Down in the Dumps features a classic interface. The inventory is located at the bottom of the screen. The options are positioned at th etop and the view is in the middle, between two black strips. The panel moves over the screen once your mouse is located on the edges. Inventory is using the same places more than once so after it gets full, it can get very messy. You can save your game or load a game, turn off or on the subtitles, volume and more stuff like that. In fact this is a classic point-and-click adventure, not seen a lot on CD-i with the exception of Microids classic Secret Mission. So yes, you control this game by using the mouse. The hand icon will let you control the characters. When the cursor changes in a moving gear you can perform an action, when it changes into a mouth you can talk to someone, etcetera. During your exploration around the dumps you'll find plenty of items just like in an ordinary adventure. The interface is kept pretty simple which leaves is accessable to all kinds of gamers.

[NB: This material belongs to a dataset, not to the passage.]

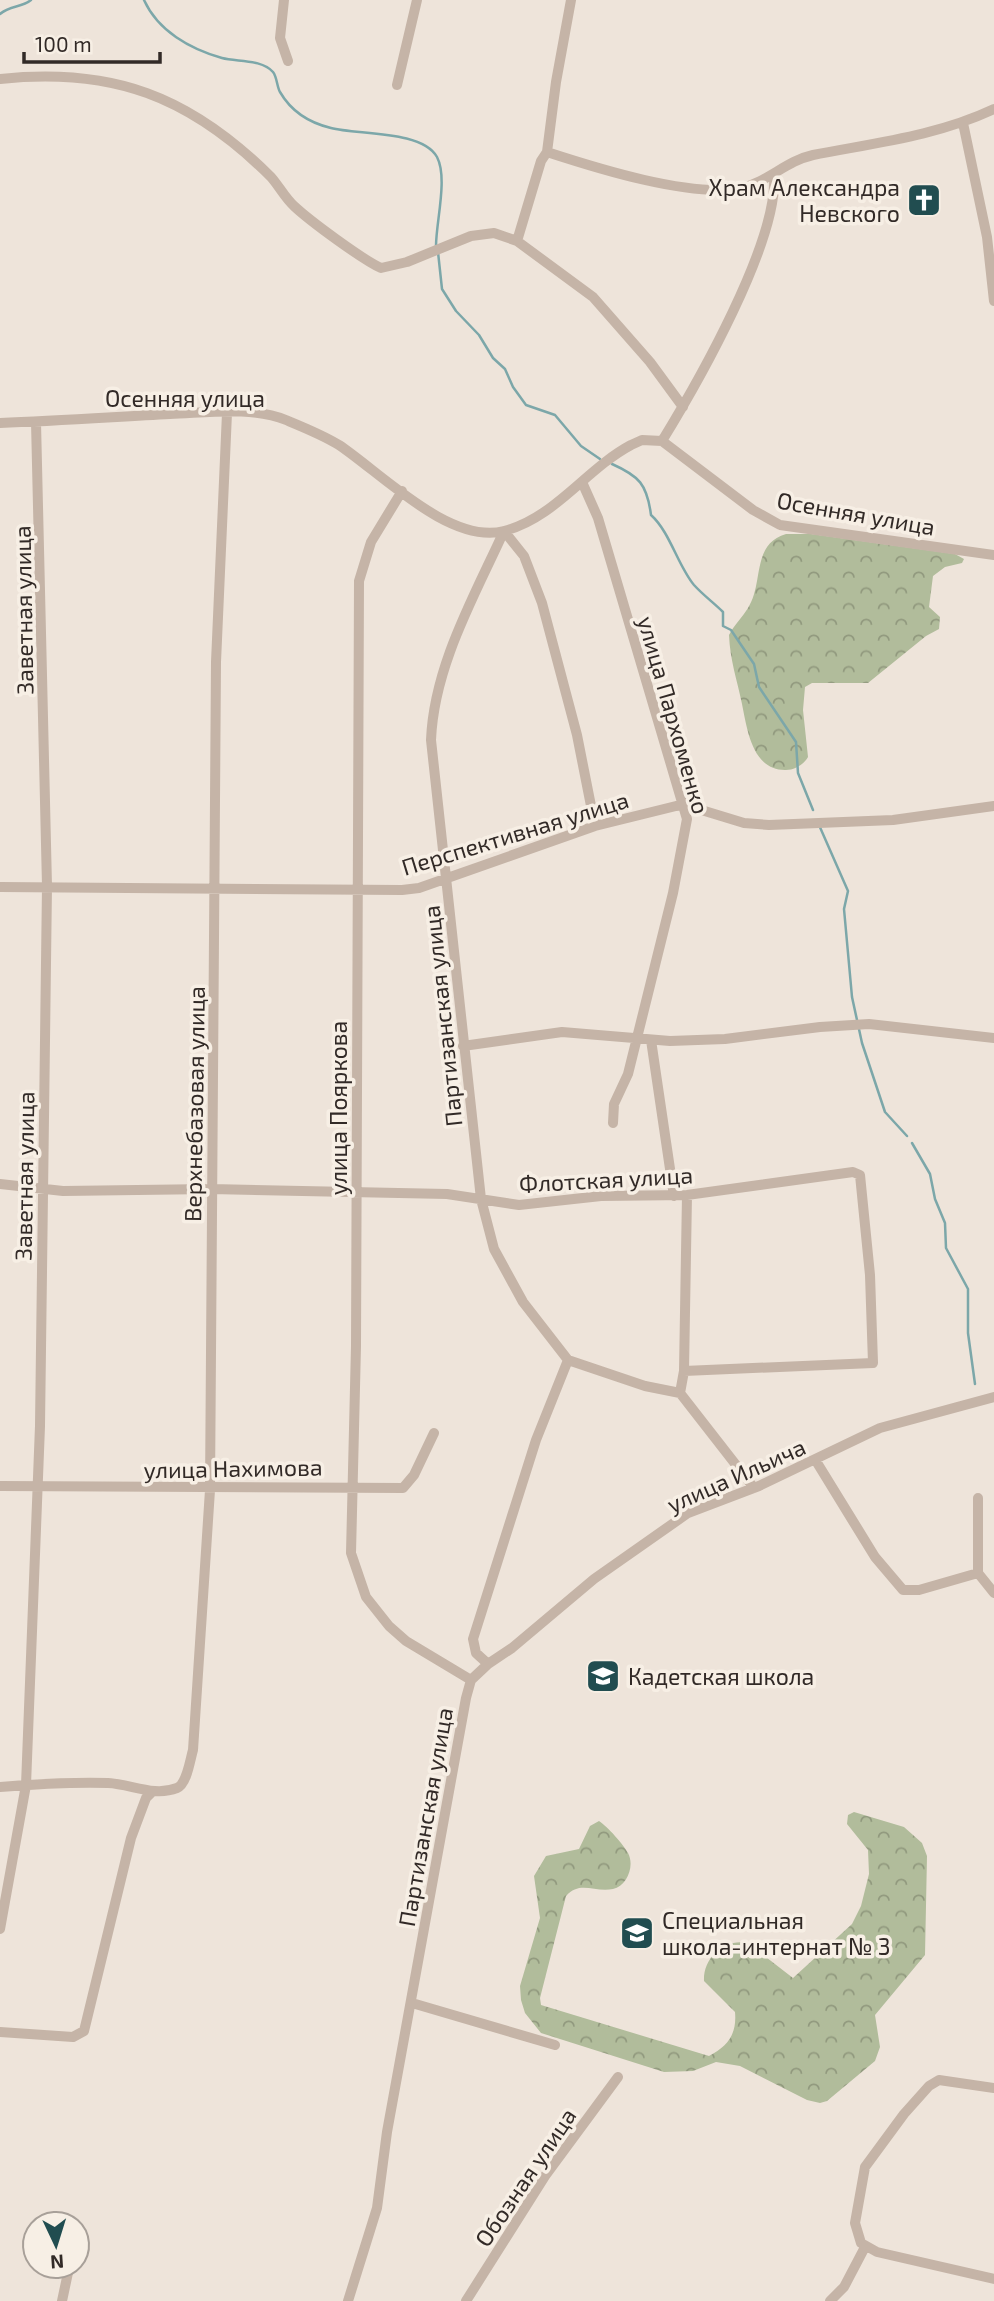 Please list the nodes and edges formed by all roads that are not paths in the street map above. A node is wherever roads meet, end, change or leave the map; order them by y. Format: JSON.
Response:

There are not a lot of dialogues in the games, which in my opinion is only a good thing; it leaves the larger part of attention to solving puzzles and exploration. Still, you need to talk to make progress in the game, and Haiku programmed different multiple choice answers, so different talks lead to different actions. Each characters offers an unique voice which fits very good. Haiku obviously put a lot of attention in the voice-overs of the characters. The game is full-packed with humour but still this is oriented to adults. The game package gives an age rating of 15 or older. I don't know why they did this because I hardly found any dialogue going over the edge. There is no violence or whatever, so it has to do with the difficulty of the game/puzzles and like that, in my opinion.
Down in the Dumps offers a long, fun and graphically outstanding experience. The setting and characters are unique, and gameplay of over 60 hours is packed on three cd's. This will certainly provide you a steady adventure full of jokes and puzzles. It's a great pity Haiku didn't get the chance to complete the CD-i version!